O filme termina com o protagonista entrando em sua cela. Sabemos que passou oito anos preso, até obter liberdade condicional em 2007. Não perdeu a notoriedade. Virou tema de um documentário cinematográfico em 2005 dirigido por Barbara Kopple, que passou há poucos dias na TV fechada e eu perdi. Cinco anos mais tarde, veio este telefilme.

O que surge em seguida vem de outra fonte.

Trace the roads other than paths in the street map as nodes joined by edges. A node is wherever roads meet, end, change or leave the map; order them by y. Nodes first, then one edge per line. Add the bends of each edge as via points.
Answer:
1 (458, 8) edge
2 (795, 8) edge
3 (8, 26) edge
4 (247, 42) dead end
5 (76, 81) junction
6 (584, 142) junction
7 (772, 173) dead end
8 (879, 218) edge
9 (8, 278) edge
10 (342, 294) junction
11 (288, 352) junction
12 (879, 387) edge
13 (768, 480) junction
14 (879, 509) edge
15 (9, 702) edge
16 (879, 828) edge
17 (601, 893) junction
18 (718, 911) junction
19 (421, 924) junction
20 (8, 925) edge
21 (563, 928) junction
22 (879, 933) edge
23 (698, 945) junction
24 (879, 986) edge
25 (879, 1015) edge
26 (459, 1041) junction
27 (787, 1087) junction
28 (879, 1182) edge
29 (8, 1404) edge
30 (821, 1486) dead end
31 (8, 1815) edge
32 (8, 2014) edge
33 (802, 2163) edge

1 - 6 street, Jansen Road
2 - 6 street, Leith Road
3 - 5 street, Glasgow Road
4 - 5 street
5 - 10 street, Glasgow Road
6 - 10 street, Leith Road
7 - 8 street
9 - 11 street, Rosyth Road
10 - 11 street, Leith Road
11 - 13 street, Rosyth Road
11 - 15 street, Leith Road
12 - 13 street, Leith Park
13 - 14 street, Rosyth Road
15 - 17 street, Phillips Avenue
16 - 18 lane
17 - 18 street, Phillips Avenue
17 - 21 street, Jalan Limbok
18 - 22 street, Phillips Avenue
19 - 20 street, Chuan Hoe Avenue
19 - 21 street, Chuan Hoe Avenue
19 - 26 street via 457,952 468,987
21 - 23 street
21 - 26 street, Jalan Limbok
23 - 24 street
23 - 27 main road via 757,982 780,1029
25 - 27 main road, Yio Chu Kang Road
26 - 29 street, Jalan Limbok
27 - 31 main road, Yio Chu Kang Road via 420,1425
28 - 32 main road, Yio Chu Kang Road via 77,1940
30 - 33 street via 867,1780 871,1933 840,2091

No último dia 3, aos 83 anos, Kevorkian foi defender suas convicções para outras e mais delicadas plateias.

Mais:
  • No site adorocinema, uma coletânea dos cartazes do filme, mostrando uma corajosa divulgação da obra. Veja as fotos.
  • Pacino foi laureado com o Globo de Ouro de melhor ator de filme para a TV e o Emmy de melhor ator. A produção também concorreu na categoria melhor filme. O roteirista Adam Mazer também ganhou o Emmy e o filme concorreu em outras dez categorias.
  • O cineasta Barry Levinson tem uma respeitável carreira no cinema. Entre seus trabalhos mais conhecidos está Rain man (1988), que lhe rendeu o Oscar.

2 comentários:

caio disse...

Procurarei. Se ainda precisava de algum motivo, seu último foi certeiro. Rain Main, certos clichês à parte (não sei se inaugurados com ele) é lindo! Hoffmann, por sinal, também atuou e foi oscarizado em RM... justíssimo. Superou até a que ele fez em A Primeira Noite de um Homem, outro dos meus filmes favoritos...

Yúdice Andrade disse...

Curiosamente, Caio, nunca vi os dois filmes que mencionaste. Mas vá conhecer a história do Kevorkian. Dá uma boa reflexão.